About this task — Show me each line of the listing below where the word "Interna" appears.

Records shown —
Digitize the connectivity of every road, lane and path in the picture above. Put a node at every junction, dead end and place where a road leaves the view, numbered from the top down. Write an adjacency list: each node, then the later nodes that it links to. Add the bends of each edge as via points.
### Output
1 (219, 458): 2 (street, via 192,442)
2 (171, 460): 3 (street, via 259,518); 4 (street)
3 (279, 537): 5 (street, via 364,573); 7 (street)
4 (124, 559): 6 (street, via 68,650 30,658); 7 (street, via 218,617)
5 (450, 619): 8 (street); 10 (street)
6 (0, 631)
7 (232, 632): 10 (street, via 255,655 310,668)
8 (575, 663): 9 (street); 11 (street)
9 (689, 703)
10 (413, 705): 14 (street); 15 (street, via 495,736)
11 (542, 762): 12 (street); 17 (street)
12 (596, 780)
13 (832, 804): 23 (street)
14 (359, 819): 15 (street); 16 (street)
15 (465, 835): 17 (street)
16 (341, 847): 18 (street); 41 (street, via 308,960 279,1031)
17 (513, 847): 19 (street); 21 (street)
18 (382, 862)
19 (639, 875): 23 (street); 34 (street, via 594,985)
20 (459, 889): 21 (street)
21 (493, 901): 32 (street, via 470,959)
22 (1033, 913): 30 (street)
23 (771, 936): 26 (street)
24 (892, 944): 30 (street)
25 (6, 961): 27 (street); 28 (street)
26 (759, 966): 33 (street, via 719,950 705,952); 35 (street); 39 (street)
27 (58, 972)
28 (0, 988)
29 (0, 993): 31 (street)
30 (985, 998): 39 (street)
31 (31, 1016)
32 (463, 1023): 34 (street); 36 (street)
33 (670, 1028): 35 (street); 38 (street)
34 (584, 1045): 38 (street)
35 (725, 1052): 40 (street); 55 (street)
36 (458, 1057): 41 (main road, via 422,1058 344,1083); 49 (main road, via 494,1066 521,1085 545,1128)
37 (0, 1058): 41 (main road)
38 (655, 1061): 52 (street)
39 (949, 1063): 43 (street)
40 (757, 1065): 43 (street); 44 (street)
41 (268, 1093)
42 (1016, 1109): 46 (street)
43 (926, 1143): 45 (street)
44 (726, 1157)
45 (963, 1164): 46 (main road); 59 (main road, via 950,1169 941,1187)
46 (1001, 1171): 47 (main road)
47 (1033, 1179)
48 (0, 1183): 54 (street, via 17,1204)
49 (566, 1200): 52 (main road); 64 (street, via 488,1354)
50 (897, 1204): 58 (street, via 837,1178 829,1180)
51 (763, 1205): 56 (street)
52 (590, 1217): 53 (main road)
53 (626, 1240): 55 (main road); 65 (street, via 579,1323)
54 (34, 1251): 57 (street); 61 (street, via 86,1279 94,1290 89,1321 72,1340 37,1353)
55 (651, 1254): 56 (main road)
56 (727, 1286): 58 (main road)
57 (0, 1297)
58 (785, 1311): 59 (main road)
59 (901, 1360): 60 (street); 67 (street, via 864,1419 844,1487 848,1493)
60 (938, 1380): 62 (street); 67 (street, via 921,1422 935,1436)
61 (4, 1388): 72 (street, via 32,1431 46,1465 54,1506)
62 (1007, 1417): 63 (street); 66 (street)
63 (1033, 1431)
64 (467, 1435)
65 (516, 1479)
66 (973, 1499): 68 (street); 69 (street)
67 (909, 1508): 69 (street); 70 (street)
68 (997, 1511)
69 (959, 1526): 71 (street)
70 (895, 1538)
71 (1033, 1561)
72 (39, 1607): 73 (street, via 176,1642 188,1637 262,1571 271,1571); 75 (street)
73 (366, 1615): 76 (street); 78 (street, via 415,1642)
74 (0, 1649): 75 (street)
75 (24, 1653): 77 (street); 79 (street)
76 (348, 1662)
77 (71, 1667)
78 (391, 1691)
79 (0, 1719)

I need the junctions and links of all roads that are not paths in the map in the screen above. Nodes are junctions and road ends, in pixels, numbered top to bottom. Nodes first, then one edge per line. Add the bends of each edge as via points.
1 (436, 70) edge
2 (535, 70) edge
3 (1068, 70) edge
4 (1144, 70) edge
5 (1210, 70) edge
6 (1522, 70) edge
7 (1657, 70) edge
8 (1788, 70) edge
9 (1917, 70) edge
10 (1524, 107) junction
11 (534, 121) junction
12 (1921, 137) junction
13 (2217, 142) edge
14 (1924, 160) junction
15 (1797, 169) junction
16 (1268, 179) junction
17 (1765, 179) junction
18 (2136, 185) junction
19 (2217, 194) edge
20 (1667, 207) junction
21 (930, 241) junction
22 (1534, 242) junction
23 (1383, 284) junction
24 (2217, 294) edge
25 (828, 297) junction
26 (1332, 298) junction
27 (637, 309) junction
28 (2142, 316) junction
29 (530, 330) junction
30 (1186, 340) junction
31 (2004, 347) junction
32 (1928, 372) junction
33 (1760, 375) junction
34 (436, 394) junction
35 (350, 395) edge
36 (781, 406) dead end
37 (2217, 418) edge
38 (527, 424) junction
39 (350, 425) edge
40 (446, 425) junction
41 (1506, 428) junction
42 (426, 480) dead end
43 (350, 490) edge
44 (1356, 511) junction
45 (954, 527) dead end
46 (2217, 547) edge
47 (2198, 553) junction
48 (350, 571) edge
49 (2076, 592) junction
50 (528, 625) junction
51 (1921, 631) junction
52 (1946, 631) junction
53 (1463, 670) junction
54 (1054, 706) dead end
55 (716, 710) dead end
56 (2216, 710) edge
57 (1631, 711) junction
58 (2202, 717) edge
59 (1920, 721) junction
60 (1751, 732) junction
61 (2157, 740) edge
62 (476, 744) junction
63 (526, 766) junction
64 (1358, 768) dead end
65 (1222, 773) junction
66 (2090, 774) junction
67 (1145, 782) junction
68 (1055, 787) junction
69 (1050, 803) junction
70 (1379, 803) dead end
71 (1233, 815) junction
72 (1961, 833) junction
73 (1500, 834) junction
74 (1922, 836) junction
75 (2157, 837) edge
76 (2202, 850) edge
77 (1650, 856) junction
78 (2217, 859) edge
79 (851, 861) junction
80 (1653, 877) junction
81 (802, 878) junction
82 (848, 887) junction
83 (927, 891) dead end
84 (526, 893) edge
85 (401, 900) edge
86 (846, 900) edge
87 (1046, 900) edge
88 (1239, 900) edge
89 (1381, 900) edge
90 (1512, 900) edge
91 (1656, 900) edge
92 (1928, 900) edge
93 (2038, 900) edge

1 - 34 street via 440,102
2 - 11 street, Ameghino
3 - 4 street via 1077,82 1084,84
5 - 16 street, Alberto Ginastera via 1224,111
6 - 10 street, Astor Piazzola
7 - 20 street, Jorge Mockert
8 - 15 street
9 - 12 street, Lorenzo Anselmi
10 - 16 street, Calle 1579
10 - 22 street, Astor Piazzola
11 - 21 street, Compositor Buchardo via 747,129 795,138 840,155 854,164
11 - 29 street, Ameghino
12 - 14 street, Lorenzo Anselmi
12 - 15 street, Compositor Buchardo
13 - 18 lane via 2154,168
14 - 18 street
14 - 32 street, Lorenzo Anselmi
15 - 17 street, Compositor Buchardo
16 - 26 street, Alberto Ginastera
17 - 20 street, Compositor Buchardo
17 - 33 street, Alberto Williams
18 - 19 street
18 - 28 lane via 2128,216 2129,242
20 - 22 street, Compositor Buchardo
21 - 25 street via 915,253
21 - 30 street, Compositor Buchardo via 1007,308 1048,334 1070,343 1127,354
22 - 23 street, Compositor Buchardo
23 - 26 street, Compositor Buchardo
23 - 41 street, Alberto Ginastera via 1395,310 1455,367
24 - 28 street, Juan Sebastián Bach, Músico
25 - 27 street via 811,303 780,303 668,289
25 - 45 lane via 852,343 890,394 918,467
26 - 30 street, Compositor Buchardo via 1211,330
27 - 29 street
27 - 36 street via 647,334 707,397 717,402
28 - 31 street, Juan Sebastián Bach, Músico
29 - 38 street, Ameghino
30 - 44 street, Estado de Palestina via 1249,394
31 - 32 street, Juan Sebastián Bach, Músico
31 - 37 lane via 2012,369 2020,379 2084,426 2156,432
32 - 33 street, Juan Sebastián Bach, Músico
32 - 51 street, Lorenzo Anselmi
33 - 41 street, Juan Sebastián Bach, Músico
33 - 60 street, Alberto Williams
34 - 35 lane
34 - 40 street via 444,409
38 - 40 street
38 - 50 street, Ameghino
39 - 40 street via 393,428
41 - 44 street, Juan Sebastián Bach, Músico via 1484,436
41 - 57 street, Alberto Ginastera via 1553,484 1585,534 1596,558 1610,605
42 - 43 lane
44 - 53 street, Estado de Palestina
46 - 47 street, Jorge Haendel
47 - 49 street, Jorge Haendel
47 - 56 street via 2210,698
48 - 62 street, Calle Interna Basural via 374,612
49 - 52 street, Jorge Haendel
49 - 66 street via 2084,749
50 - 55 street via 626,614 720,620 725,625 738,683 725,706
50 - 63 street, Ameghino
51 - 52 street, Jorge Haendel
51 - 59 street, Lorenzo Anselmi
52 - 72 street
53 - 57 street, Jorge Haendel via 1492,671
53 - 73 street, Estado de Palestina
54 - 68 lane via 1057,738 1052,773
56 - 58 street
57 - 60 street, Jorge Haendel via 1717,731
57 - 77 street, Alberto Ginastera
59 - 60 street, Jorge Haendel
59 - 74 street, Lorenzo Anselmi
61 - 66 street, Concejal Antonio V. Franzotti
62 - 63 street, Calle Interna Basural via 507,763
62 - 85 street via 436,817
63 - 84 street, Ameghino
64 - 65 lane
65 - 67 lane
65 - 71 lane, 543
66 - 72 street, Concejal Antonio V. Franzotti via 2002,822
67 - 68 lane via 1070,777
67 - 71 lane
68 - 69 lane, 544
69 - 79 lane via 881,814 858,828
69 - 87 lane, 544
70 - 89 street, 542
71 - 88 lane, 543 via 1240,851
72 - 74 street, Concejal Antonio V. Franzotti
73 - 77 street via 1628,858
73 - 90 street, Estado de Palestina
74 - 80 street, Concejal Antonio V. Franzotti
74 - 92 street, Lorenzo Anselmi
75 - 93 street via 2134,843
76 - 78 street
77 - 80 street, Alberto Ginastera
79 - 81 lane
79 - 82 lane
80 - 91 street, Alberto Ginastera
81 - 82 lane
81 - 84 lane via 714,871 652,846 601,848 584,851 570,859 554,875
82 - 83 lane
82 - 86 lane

Solution for this problem —
48 - 62 street, Calle Interna Basural via 374,612
62 - 63 street, Calle Interna Basural via 507,763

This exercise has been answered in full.